Over Dunne: Fontaine Syer rescues Joan Didion's awful Year of Magical Thinking

Jan 20, 2011 at 4:00 am

Here, in brief, is what happened: On the evening of December 30, 2003, Joan Didion and her husband John Gregory Dunne, writers both, returned to their Manhattan apartment after having spent time with their adopted daughter Quintana, who lay unconscious in the intensive-care unit of a nearby hospital (where she would remain for another 24 days). As they began to eat a simple dinner in front of their living-room fireplace, a sudden massive coronary event caused the 71-year-old Dunne's death. In an instant, a 39-year marriage came to an end.
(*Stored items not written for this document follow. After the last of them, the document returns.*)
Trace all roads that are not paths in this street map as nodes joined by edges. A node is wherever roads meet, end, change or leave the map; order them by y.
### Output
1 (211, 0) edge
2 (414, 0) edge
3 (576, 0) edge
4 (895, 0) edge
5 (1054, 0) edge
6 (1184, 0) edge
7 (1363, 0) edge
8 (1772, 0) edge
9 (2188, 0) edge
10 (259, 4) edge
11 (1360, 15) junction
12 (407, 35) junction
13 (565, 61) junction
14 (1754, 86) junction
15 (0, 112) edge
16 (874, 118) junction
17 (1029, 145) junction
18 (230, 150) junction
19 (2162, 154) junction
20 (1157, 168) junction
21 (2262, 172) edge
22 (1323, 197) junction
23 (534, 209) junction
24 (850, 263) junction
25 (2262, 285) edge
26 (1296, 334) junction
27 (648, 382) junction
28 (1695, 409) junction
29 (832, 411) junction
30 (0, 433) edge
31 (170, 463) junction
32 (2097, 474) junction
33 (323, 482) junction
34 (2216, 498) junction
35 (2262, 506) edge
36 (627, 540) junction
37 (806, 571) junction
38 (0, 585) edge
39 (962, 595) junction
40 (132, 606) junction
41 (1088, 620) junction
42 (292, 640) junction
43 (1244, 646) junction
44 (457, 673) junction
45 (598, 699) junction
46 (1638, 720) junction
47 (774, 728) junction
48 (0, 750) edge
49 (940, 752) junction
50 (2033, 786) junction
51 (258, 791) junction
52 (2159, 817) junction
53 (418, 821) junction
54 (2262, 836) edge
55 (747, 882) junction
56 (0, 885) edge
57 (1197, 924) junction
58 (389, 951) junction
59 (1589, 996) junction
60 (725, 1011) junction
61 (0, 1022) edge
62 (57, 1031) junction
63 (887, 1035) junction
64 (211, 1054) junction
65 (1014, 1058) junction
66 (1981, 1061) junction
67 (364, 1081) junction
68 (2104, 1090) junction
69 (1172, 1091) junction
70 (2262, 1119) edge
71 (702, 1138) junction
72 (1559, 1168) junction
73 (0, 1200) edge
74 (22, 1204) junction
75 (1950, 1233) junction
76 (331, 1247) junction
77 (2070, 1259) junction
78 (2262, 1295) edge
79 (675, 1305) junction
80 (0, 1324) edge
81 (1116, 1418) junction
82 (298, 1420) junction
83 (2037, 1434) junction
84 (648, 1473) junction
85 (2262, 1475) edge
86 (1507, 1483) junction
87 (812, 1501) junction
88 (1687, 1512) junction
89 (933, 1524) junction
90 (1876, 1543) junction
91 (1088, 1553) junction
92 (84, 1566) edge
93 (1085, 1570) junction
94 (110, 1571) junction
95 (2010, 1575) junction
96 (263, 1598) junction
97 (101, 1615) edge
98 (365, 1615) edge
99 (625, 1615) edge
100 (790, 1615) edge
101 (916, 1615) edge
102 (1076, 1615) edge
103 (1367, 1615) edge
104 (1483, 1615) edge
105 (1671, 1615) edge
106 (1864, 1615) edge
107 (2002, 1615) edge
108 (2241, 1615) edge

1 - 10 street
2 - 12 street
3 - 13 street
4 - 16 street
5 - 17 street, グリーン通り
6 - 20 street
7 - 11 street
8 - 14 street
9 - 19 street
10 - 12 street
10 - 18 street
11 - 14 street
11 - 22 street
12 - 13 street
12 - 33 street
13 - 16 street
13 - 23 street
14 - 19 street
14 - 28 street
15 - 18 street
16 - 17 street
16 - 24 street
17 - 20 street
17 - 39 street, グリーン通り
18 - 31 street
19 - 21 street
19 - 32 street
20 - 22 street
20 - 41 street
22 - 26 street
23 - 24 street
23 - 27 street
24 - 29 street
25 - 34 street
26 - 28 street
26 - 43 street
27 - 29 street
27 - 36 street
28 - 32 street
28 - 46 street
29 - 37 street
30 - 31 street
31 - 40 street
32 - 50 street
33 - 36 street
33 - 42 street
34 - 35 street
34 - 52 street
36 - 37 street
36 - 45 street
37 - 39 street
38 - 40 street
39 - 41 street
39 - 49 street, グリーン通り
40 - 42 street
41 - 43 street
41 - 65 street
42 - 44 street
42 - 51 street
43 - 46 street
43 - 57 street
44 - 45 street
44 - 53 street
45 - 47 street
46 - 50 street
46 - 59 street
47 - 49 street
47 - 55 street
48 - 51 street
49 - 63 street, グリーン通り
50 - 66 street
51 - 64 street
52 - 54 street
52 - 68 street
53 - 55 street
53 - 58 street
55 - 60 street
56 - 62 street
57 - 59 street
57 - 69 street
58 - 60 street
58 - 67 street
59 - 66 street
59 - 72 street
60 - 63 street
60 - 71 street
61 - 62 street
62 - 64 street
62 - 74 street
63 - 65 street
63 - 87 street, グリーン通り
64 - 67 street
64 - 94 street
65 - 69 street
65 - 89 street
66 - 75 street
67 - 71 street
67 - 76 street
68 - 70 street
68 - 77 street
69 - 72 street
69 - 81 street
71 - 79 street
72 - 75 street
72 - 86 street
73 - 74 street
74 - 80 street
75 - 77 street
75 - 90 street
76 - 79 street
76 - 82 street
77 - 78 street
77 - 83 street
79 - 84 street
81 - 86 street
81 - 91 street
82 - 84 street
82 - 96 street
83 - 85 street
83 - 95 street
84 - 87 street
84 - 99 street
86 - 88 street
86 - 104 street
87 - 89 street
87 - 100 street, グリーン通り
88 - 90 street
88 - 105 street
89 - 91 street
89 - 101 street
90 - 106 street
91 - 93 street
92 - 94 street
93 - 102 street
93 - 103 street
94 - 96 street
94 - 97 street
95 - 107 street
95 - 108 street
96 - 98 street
Didion, age 69, then wrote The Year of Magical Thinking, an exploration of the power of grief to affect the mind. The evocative title alludes to Didion's surreal need to believe that her husband had not died and that she should prepare for his return. Prior to the book's publication in October 2005 (but surely after it had gone to press), Quintana died at age 39 — not so suddenly, perhaps, but more shockingly. After Magical Thinking became a bestseller, Didion adapted it into a one-woman theater piece; she expanded the material to include the death of her daughter. In March 2007 the one-act monologue, which starred Vanessa Redgrave, opened on Broadway, where it ran for five months. Now the Repertory Theatre of St. Louis is restaging a production first seen last year at the Indiana Repertory Theatre.

That's the evolution of the thing — though perhaps it should be added that some readers who have experienced their own personal tragedies find resonance in Didion's prose. I, alas, am unable to summon any empathy for her. As she describes her year of magical thinking, her selective memory exceeds the self-pity of which she occasionally accuses herself. Self-pity? This is an exercise in blatant narcissism. Is the intended message here that only through total self-absorption can one survive a sudden tragedy? For indeed, although the author begins the evening by stating that she has a message for us, her only concern — and it is a consuming concern — is with Joan.

This onstage character, by the way, does not have a last name; I suppose we're simply expected to know the identity of this Very Important Person who is addressing us. If memory serves, not once in the entire evening does she even tell us her husband's full name. He is simply John. We get no physical description of John, so he is impossible to visualize. The same is true of their daughter. And forget Quintana's husband, Gerry. By the time his wife dies, he has been vanquished from the story.

Despite the fact that Didion's reputation is that of an astute social commentator, in Magical Thinking she observes almost nothing. Instead we meet the name-dropping Joan, who lives her life jetting between Malibu beach homes and Honolulu hotel suites. Joan, who, rather like Julia Roberts in Pretty Woman, enjoys the high life at the Beverly Wilshire Hotel. The Joan who must always be right, must always have the last word. One of the hospital workers describes Joan as "a pretty cool customer." I would go further: She is a cold fish. (How many widows want to attend their husbands' autopsies?) Ever intent on telling doctors how to do their jobs, Joan is more interested in reeling off tongue-twisting lists of medications than in confronting emotions. She takes solace, not in people, but in geology. So instead of learning about her family, we receive instruction in tectonic plate shifts.

Now here is a truly magical contradiction: In the sublimely luminous personage of actress Fontaine Syer, this inaccessible woman becomes an object of interest. Syer infuses Joan with all the sensitivity and feeling that the script lacks. The brief flashes of guilt, the steely defensiveness, the impotent rage. This elegantly understated Year of Magical Thinking delivers a gorgeously acted and directed evening of theater — the distinction between actor and director being that the myriad contributions of director Priscilla Lindsay are invisible, having been totally imbued in Syer's calibrated work. Here, the direction is the performance.